LINDA, who was also turning out to be rather an expert on CHOCOLATE, added: “That’s because those other countries add too much milk; in the OCCIDENT they try to save on everything. The Union’s CHOCOLATES are purer. Unfortunately, they’re hard to find these days; we no longer have an adequate supply of cacao. .”

The executive agreed with this, and explained, to my astonishment (I, who’d taken it for granted that the IMPERIUM possessed the world’s most extensive cacao plantations), “We’re not importing it from Brazil because of the trade gap.”

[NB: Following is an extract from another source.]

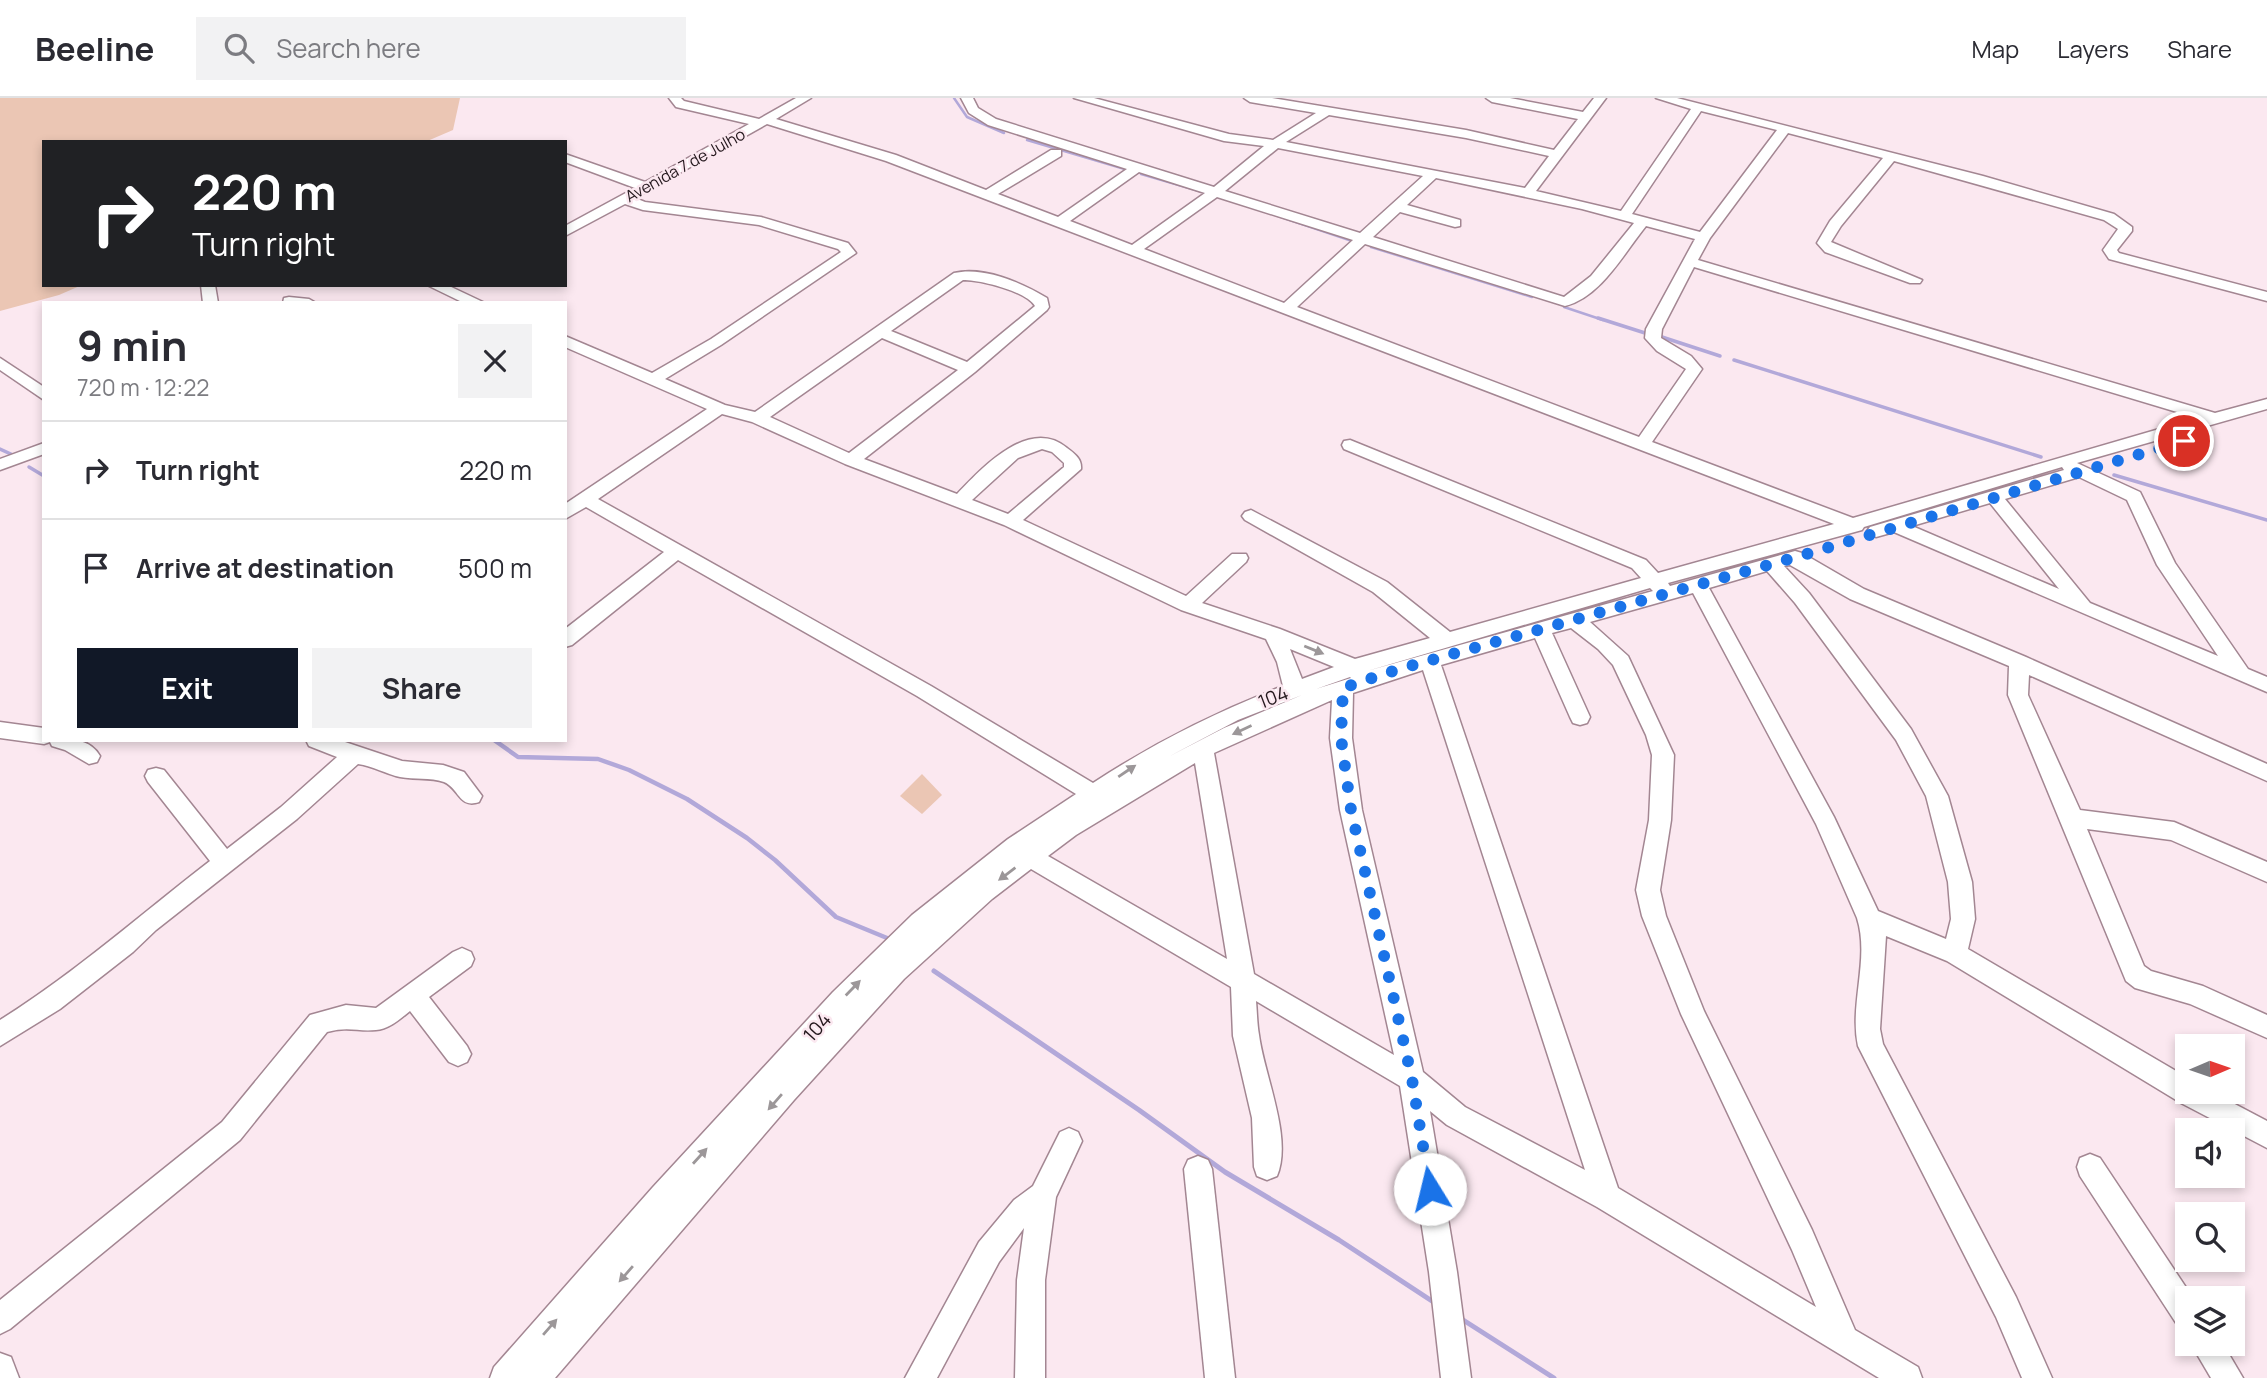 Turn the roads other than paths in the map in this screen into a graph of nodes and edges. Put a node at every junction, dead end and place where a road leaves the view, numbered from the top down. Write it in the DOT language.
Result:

COLLAPSE OF THE IMPERIUM. As a uniquely privileged witness, the manservant hidden in the stables who recognizes the trembling emperor — despite the matronly cosmetics used to disguise his face — and watches him saddle the thoroughbred for his flight, I, who came from territories beyond the sea, watched the beggars proliferating in the metro stations and discovered — my heart in my throat — purple graffiti that denounced the cruelty of the IMPERIUM, all the spilled Russian blood. I saw my own years of savings devoured by runaway inflation; I dined for three dinars one evening and breakfasted the next morning for a thousand. I learned to live without the security, the hope, the center of the universe that was the Doctrine, and every day awoke with a smaller portion of soul, seeing more clearly, yes, but diminished ever further by the awareness of my error, the years gone by in vain, all that I had wagered on a false emperor. I was attacked in my own home by men sent from the Sassanid Empire in search of gold; I leapt into the void with my hands bound, like a Hindu prince escaping from his alcazar as it crashes down in flames around him, then fleeing at full gallop, hugging the neck of his steed. And my despair was such that I was tempted to traffic in weapons for the IMPERIUM’S southern wars and I dealt in the electron, the yellow stone, provided to me by two blond and insolent merchants from the Baltic.

I watched the IMPERIUM fall, saw its soul depart from its body through a thousand tiny cracks, saw that immense, enraged, and fearsome body emit wheezes of impotence until it collapsed, inert, abhorred, a shapeless sprawl on the ground, the occasion for photographs taken by tourists playing the triumphal hunter: one foot on the bear’s prone mass, fingers in a V.

CONTEMPLATION OF THE IMPURE. The naked body horrifies the aesthete. This garret was undoubtedly ideal for P.O.A., the orphaned lightbulb high above, the translucent washbasin, the creaking floorboards. I lowered LINDA onto a brass bed next to the window. The girl, at last feeling the effects of the considerable quantity of champagne she had drunk, went on talking as if in a dream, enumerating the reasons for her negative response (but by now incapable of actually changing anything). I looked out the window, scrutinizing the wet ribbon of the canal and a few seagulls wheeling across the gray sky. I leaned out over the ledge a little farther. Yes: the bridge with the winged lions2 was visible from here and I could mention it in my novel.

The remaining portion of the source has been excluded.